I have a Spark 2.1.1 job that is running in a Mesos cluster. Spark UI is showing 32 active executors, and RDD.getNumPartitions is showing 28 partitions. But only one (random) executor is doing any work, all others are marked as completed. I added debug statements to executor code (stdout) and only one executor is showing those. Entire pipeline is structured as follows: Get list of ids -> download JSON data for each id -> parse JSON data -> save to S3.
stage 1: val ids=session.sparkContext.textFile(path).repartition(28) -> RDD[String]
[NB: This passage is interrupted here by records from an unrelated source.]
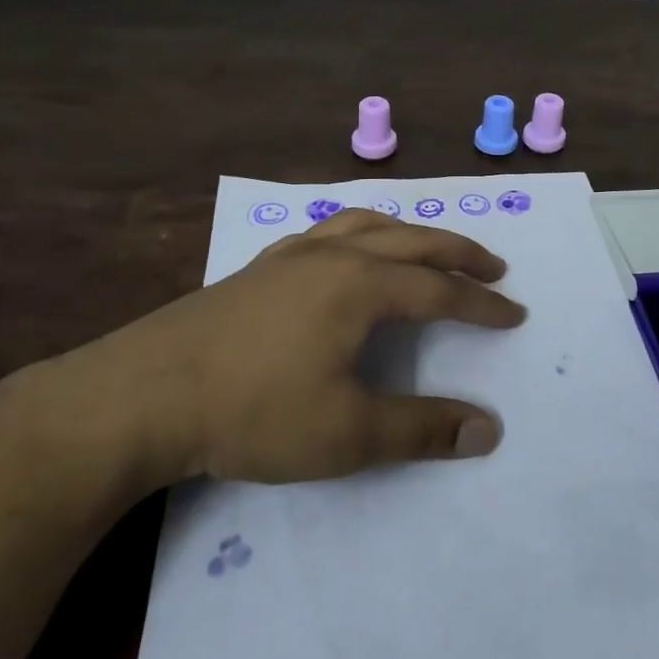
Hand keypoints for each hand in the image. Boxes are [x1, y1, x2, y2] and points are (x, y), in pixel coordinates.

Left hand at [62, 209, 525, 486]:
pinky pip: (328, 230)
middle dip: (459, 253)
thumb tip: (488, 430)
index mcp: (362, 285)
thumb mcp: (348, 433)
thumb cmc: (254, 411)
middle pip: (413, 241)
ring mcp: (294, 254)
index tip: (515, 315)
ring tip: (429, 246)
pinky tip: (349, 250)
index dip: (482, 305)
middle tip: (494, 266)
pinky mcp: (261, 266)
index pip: (440, 290)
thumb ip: (422, 429)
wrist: (144, 394)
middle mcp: (335, 255)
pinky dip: (360, 232)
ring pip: (368, 225)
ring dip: (411, 233)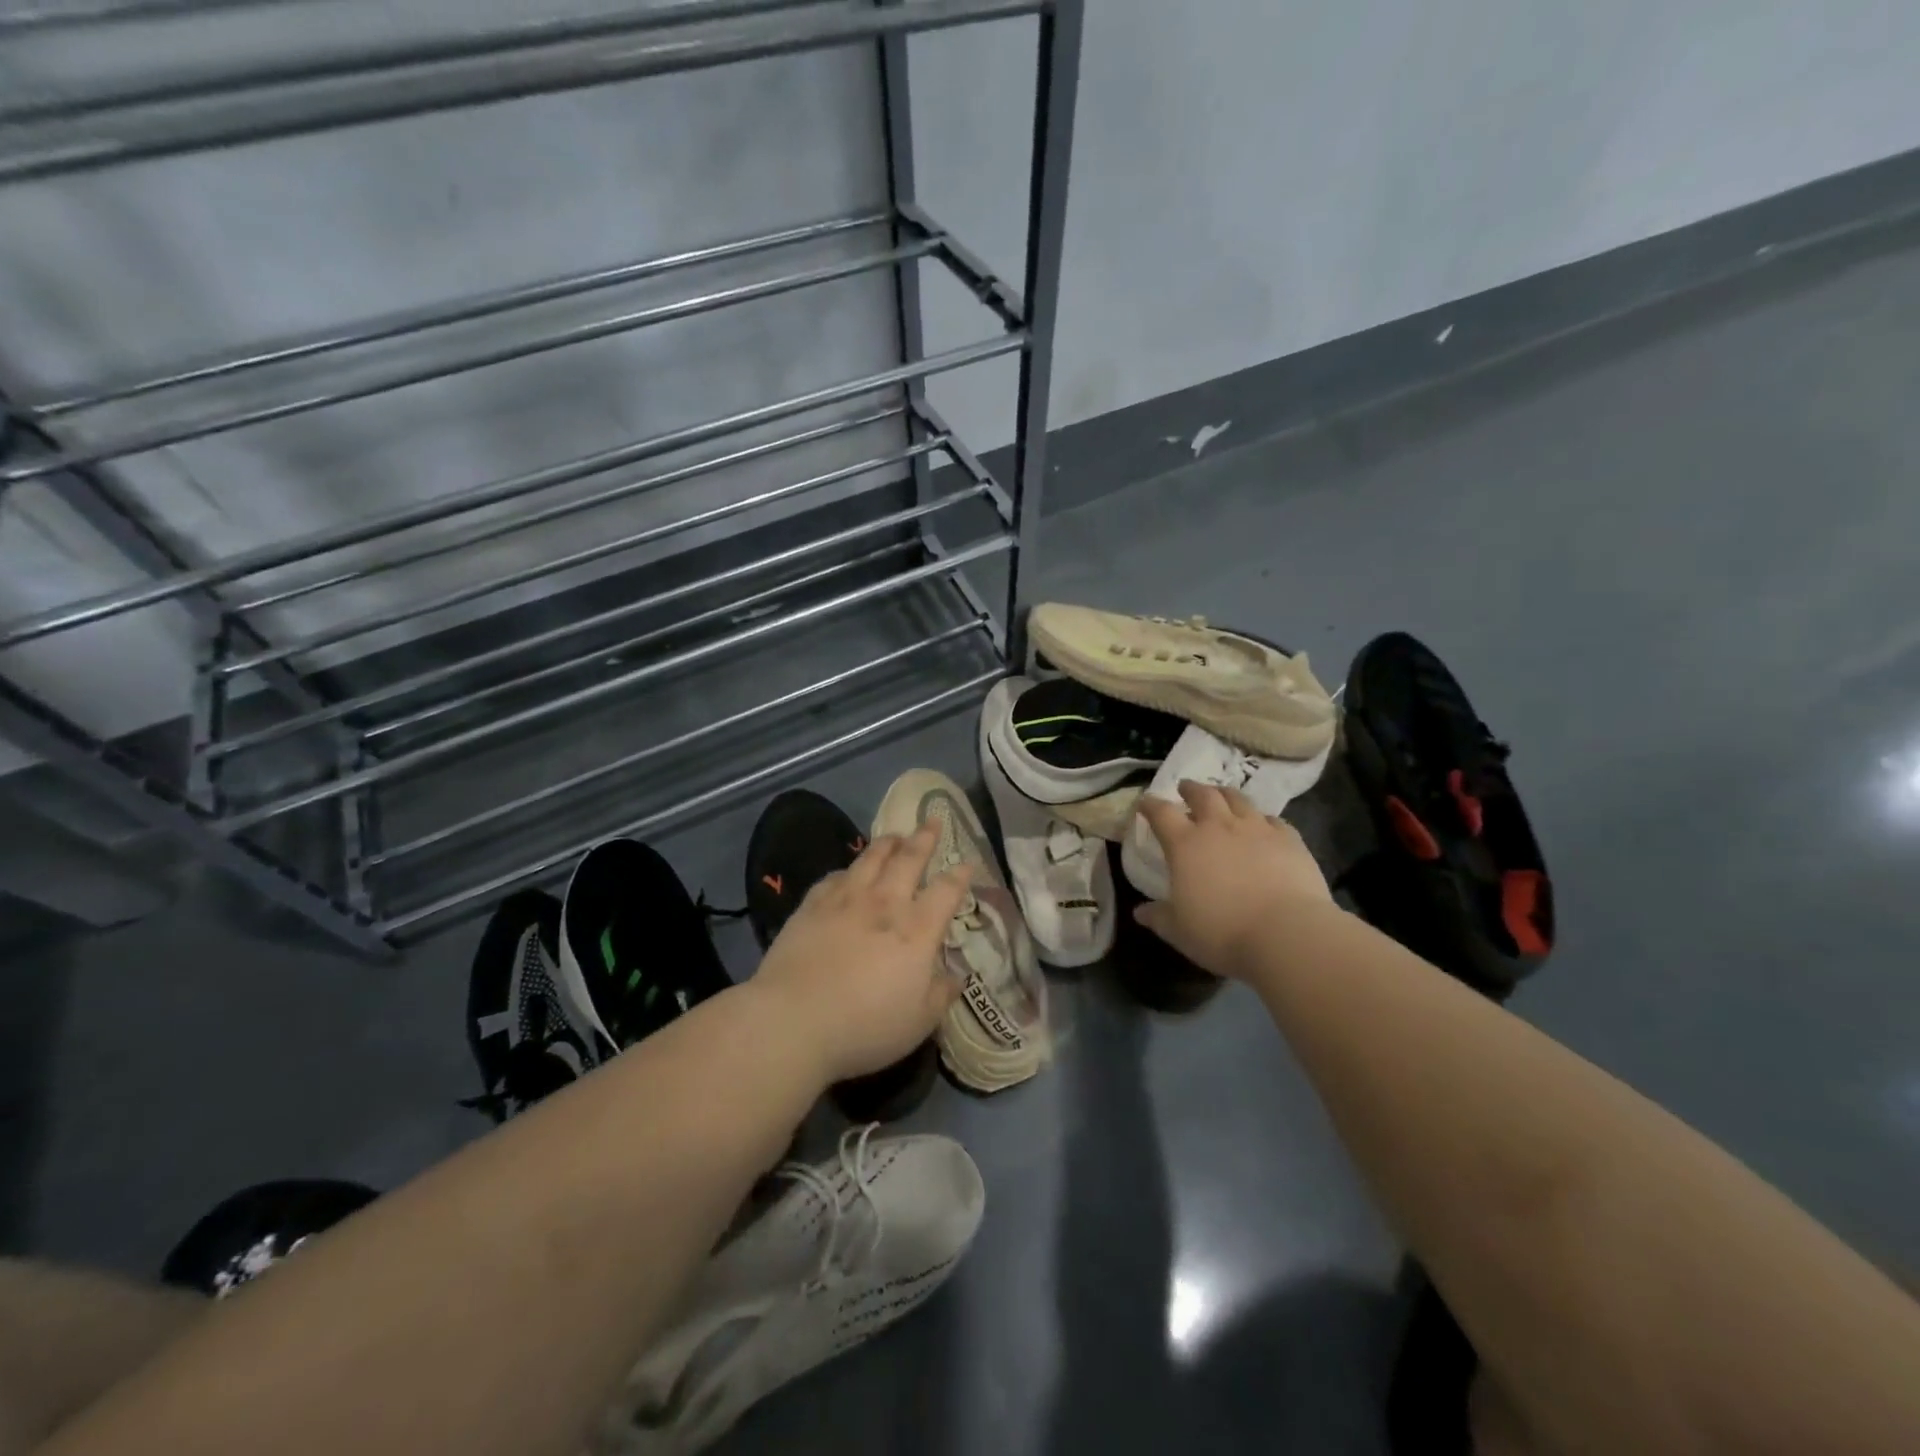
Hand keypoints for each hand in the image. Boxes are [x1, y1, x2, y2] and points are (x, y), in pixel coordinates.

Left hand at [748, 823, 971, 1084]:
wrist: (794, 1020)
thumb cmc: (865, 1027)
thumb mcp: (918, 1022)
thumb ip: (940, 995)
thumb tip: (956, 976)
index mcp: (917, 931)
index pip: (945, 891)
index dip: (959, 875)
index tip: (966, 863)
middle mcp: (885, 905)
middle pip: (908, 860)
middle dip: (924, 839)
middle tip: (932, 821)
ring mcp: (845, 901)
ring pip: (870, 859)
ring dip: (887, 843)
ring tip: (895, 835)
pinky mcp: (812, 906)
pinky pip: (834, 877)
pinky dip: (847, 870)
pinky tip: (847, 871)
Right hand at [1134, 781, 1333, 978]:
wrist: (1286, 933)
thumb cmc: (1222, 932)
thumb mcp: (1179, 931)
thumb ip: (1158, 917)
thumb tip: (1140, 912)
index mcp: (1185, 844)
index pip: (1161, 813)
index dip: (1150, 805)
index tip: (1145, 802)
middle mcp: (1219, 827)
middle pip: (1203, 795)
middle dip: (1191, 789)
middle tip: (1185, 788)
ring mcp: (1257, 829)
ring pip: (1238, 799)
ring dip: (1225, 794)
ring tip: (1221, 796)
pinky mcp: (1289, 839)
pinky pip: (1273, 820)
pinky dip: (1263, 819)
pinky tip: (1264, 825)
//ids.getNumPartitions shows 28
stage 2: val json=ids.mapPartitions { keys =>
val urlBuilder ...
val buffer ....
keys map { key =>
val url=urlBuilder.createUrl(id) //java.net.URL
val json=url.openStream() ... //download text to buffer, close stream
(id,json.toString)
}
} -> RDD[Tuple2[String,String]]
stage 3: val output = json flatMap { t =>
val values = ... //parse JSON, get values from JSON or empty sequence if not found
values map { value => (t._1, value) }
} -> RDD[Tuple2[String,String]]
stage 4: output.saveAsTextFile("s3://...")
These are config settings for Spark binary: --driver-memory 32g --conf spark.driver.cores=4 --executor-memory 4g --conf spark.cores.max=128 --conf spark.executor.cores=4
The stage that is running on one executor only is the second one. I explicitly specified number of partitions (repartition(28)) in step one. Has anyone seen such behavior before? Thanks,
M
SOLUTION
I went the other way (see suggestion from Travis) and increased the number of partitions (after step 1) to 100. That worked, the job finished in a matter of minutes. But there is a side effect - now I have 100 partial files sitting in S3.